• AIM OF THE TASK: A full, exact copy of the listing is needed, with images omitted.

• MATERIALS PROVIDED:
───

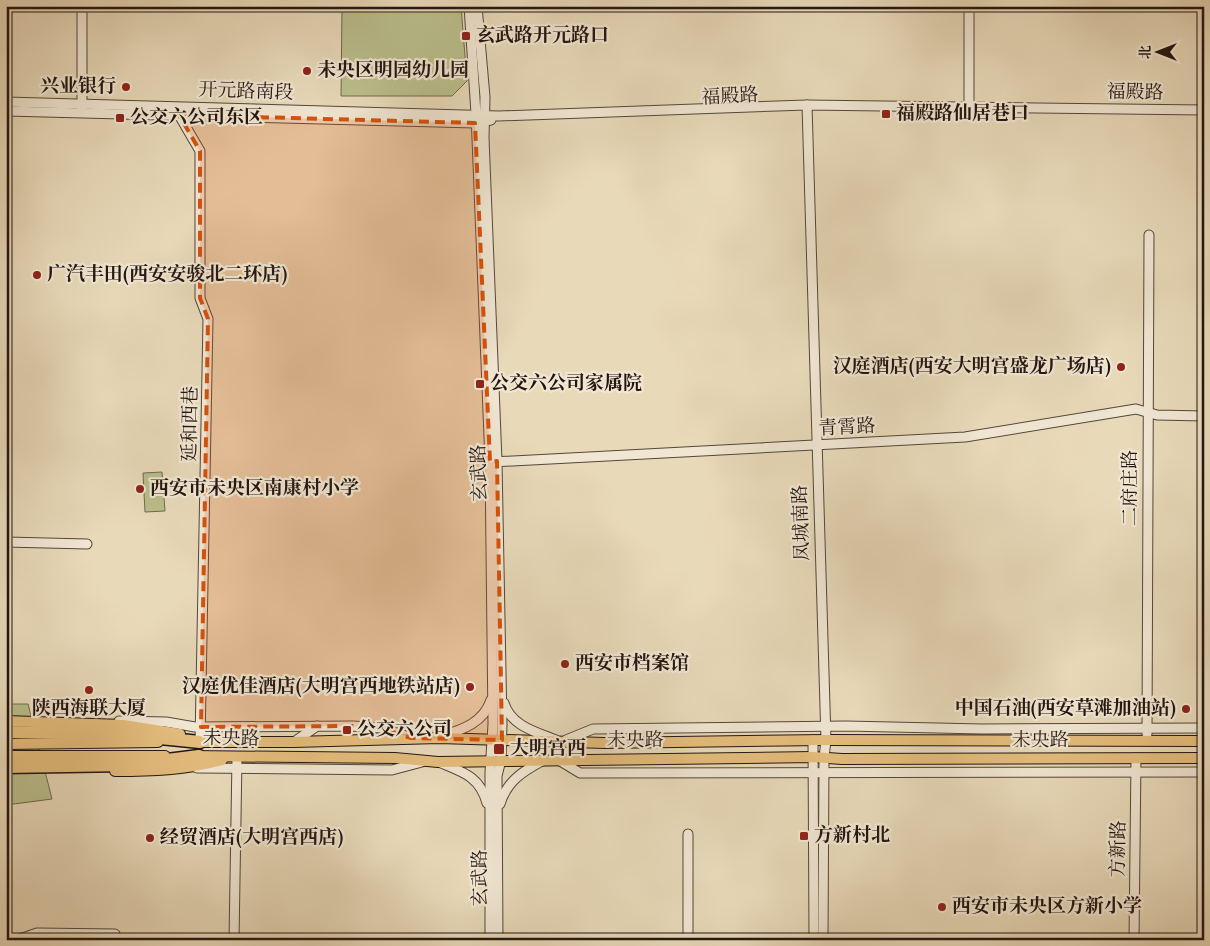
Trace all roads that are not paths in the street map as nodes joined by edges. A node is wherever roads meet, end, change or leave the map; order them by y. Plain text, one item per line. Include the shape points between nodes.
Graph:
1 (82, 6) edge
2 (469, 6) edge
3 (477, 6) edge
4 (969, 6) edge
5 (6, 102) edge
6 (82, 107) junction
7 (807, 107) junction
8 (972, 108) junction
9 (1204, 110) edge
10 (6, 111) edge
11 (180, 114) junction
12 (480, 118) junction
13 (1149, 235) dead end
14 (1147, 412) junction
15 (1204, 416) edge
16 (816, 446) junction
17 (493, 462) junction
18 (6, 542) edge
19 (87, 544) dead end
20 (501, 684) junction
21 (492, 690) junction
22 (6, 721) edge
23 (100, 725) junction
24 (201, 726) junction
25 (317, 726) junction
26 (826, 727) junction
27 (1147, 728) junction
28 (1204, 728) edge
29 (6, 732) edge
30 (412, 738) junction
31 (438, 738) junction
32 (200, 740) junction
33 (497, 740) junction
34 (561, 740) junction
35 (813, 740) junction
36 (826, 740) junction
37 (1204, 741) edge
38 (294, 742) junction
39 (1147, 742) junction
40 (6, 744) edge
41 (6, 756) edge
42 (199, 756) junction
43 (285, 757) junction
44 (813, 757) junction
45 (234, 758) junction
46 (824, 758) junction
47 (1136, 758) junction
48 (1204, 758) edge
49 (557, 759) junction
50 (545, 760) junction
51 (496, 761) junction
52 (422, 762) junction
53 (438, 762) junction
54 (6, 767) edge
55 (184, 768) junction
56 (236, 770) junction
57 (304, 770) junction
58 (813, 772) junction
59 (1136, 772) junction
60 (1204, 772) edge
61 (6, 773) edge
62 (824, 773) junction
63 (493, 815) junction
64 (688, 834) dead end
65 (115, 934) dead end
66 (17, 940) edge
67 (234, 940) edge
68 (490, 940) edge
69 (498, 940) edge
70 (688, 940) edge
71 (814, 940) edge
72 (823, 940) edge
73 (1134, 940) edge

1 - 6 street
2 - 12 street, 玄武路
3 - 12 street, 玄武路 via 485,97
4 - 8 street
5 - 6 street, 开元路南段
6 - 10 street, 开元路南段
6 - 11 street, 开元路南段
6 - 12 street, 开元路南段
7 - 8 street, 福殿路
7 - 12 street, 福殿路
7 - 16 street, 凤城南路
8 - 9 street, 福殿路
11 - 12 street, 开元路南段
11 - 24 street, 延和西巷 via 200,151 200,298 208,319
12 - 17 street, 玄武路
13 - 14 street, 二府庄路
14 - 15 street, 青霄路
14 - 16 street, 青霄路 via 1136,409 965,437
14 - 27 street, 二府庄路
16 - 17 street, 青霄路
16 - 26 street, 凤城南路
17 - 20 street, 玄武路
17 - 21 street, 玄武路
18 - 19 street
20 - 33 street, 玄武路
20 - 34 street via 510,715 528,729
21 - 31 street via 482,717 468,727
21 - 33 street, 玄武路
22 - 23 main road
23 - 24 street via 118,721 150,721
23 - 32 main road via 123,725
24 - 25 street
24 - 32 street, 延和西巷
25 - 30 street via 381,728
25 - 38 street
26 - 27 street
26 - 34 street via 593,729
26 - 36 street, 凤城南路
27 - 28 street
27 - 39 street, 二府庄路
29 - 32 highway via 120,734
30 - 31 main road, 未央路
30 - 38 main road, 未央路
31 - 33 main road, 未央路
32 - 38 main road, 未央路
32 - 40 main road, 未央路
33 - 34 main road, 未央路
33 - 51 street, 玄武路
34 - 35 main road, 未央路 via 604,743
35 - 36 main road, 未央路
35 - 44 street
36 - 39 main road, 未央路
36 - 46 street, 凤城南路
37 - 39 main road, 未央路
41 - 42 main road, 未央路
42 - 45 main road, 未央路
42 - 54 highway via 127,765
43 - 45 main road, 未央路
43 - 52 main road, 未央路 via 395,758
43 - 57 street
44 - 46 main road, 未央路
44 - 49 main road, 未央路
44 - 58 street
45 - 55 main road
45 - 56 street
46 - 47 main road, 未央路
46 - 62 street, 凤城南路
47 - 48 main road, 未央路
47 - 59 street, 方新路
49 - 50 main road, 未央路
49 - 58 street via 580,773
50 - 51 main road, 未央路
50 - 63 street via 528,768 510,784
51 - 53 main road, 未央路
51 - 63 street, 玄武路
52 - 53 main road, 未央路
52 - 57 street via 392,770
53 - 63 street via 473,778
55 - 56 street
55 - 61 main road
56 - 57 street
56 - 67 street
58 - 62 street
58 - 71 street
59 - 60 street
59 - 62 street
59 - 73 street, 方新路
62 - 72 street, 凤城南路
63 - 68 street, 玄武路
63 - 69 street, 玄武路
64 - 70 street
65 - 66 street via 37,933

───

• TASK RESULT:
Trace all roads that are not paths in the street map as nodes joined by edges. A node is wherever roads meet, end, change or leave the map; order them by y. Plain text, one item per line. Include the shape points between nodes.
Graph:
1 (82, 6) edge
2 (469, 6) edge
3 (477, 6) edge
4 (969, 6) edge
5 (6, 102) edge
6 (82, 107) junction
7 (807, 107) junction
8 (972, 108) junction
9 (1204, 110) edge
10 (6, 111) edge
11 (180, 114) junction
12 (480, 118) junction
13 (1149, 235) dead end
14 (1147, 412) junction
15 (1204, 416) edge
16 (816, 446) junction
17 (493, 462) junction
18 (6, 542) edge
19 (87, 544) dead end
20 (501, 684) junction
21 (492, 690) junction
22 (6, 721) edge
23 (100, 725) junction
24 (201, 726) junction
25 (317, 726) junction
26 (826, 727) junction
27 (1147, 728) junction
28 (1204, 728) edge
29 (6, 732) edge
30 (412, 738) junction
31 (438, 738) junction
32 (200, 740) junction
33 (497, 740) junction
34 (561, 740) junction
35 (813, 740) junction
36 (826, 740) junction
37 (1204, 741) edge
38 (294, 742) junction
39 (1147, 742) junction
40 (6, 744) edge
41 (6, 756) edge
42 (199, 756) junction
43 (285, 757) junction
44 (813, 757) junction
45 (234, 758) junction
46 (824, 758) junction
47 (1136, 758) junction
48 (1204, 758) edge
49 (557, 759) junction
50 (545, 760) junction
51 (496, 761) junction
52 (422, 762) junction
53 (438, 762) junction
54 (6, 767) edge
55 (184, 768) junction
56 (236, 770) junction
57 (304, 770) junction
58 (813, 772) junction
59 (1136, 772) junction
60 (1204, 772) edge
61 (6, 773) edge
62 (824, 773) junction
63 (493, 815) junction
64 (688, 834) dead end
65 (115, 934) dead end
66 (17, 940) edge
67 (234, 940) edge
68 (490, 940) edge
69 (498, 940) edge
70 (688, 940) edge
71 (814, 940) edge
72 (823, 940) edge
73 (1134, 940) edge

1 - 6 street
2 - 12 street, 玄武路
3 - 12 street, 玄武路 via 485,97
4 - 8 street
5 - 6 street, 开元路南段
6 - 10 street, 开元路南段
6 - 11 street, 开元路南段
6 - 12 street, 开元路南段
7 - 8 street, 福殿路
7 - 12 street, 福殿路
7 - 16 street, 凤城南路
8 - 9 street, 福殿路
11 - 12 street, 开元路南段
11 - 24 street, 延和西巷 via 200,151 200,298 208,319
12 - 17 street, 玄武路
13 - 14 street, 二府庄路
14 - 15 street, 青霄路
14 - 16 street, 青霄路 via 1136,409 965,437
14 - 27 street, 二府庄路
16 - 17 street, 青霄路
16 - 26 street, 凤城南路
17 - 20 street, 玄武路
17 - 21 street, 玄武路
18 - 19 street
20 - 33 street, 玄武路
20 - 34 street via 510,715 528,729
21 - 31 street via 482,717 468,727
21 - 33 street, 玄武路
22 - 23 main road
23 - 24 street via 118,721 150,721
23 - 32 main road via 123,725
24 - 25 street
24 - 32 street, 延和西巷
25 - 30 street via 381,728
25 - 38 street
26 - 27 street
26 - 34 street via 593,729
26 - 36 street, 凤城南路
27 - 28 street
27 - 39 street, 二府庄路
29 - 32 highway via 120,734
30 - 31 main road, 未央路
30 - 38 main road, 未央路
31 - 33 main road, 未央路
32 - 38 main road, 未央路
32 - 40 main road, 未央路
33 - 34 main road, 未央路
33 - 51 street, 玄武路
34 - 35 main road, 未央路 via 604,743
35 - 36 main road, 未央路
35 - 44 street
36 - 39 main road, 未央路
36 - 46 street, 凤城南路
37 - 39 main road, 未央路
41 - 42 main road, 未央路
42 - 45 main road, 未央路
42 - 54 highway via 127,765
43 - 45 main road, 未央路
43 - 52 main road, 未央路 via 395,758
43 - 57 street
44 - 46 main road, 未央路
44 - 49 main road, 未央路
44 - 58 street
45 - 55 main road
45 - 56 street
46 - 47 main road, 未央路
46 - 62 street, 凤城南路
47 - 48 main road, 未央路
47 - 59 street, 方新路
49 - 50 main road, 未央路
49 - 58 street via 580,773
50 - 51 main road, 未央路
50 - 63 street via 528,768 510,784
51 - 53 main road, 未央路
51 - 63 street, 玄武路
52 - 53 main road, 未央路
52 - 57 street via 392,770
53 - 63 street via 473,778
55 - 56 street
55 - 61 main road
56 - 57 street
56 - 67 street
58 - 62 street
58 - 71 street
59 - 60 street
59 - 62 street
59 - 73 street, 方新路
62 - 72 street, 凤城南路
63 - 68 street, 玄武路
63 - 69 street, 玄武路
64 - 70 street
65 - 66 street via 37,933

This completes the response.